"Attackers are increasingly shifting from email to LinkedIn to spread phishing attempts. Security company Push intercepted an advanced LinkedIn phishing attack that combines multiple evasion techniques to circumvent detection. Phishing via LinkedIn is on the rise, although it often goes unnoticed. This is because much of the phishing data comes from email security providers. LinkedIn falls outside the scope of traditional anti-phishing controls, while employees often use the platform via business devices. This creates a security blind spot that attackers cleverly exploit."
"In this recent attack, the victim received a malicious link via a LinkedIn message. After clicking, the user went through three redirects via Google Search and payrails-canaccord[.]icu before a specially crafted landing page appeared, hosted on firebasestorage.googleapis[.]com. By using trusted services such as Google Firebase, attackers reduce the risk of links being detected by security tools. The attack chain ends at a Microsoft-imitating phishing page where credentials and MFA authentication are stolen."

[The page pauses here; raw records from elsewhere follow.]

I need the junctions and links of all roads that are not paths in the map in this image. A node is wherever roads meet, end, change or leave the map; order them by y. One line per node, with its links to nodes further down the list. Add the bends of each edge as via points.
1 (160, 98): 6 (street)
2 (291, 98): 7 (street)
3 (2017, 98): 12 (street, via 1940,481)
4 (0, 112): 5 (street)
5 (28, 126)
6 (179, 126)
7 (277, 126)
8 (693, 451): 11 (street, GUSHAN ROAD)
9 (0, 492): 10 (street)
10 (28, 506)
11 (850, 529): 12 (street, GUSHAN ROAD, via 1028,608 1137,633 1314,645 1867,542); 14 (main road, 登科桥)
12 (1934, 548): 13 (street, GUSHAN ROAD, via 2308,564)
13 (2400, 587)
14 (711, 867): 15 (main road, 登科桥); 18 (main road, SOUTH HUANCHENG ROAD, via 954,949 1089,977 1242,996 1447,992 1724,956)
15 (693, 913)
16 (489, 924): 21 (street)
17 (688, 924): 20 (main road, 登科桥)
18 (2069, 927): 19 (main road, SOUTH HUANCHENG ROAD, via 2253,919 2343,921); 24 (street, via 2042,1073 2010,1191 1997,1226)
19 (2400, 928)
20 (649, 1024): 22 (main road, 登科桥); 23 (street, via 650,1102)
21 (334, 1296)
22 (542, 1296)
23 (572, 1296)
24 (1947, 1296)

LinkedIn messages are being used to deliver sophisticated phishing links that bypass email-focused defenses. Attackers send malicious links that chain through trusted domains such as Google Search and payrails-canaccord[.]icu before landing on content hosted on firebasestorage.googleapis[.]com. The final page imitates Microsoft and harvests credentials and MFA authentication. The campaign uses Cloudflare Turnstile to block automated scanners, long redirect chains to evade link analysis, and randomized page elements and dynamic encoding to defeat static fingerprinting. Many enterprise controls exclude LinkedIn traffic, creating a blind spot when employees access the platform on business devices.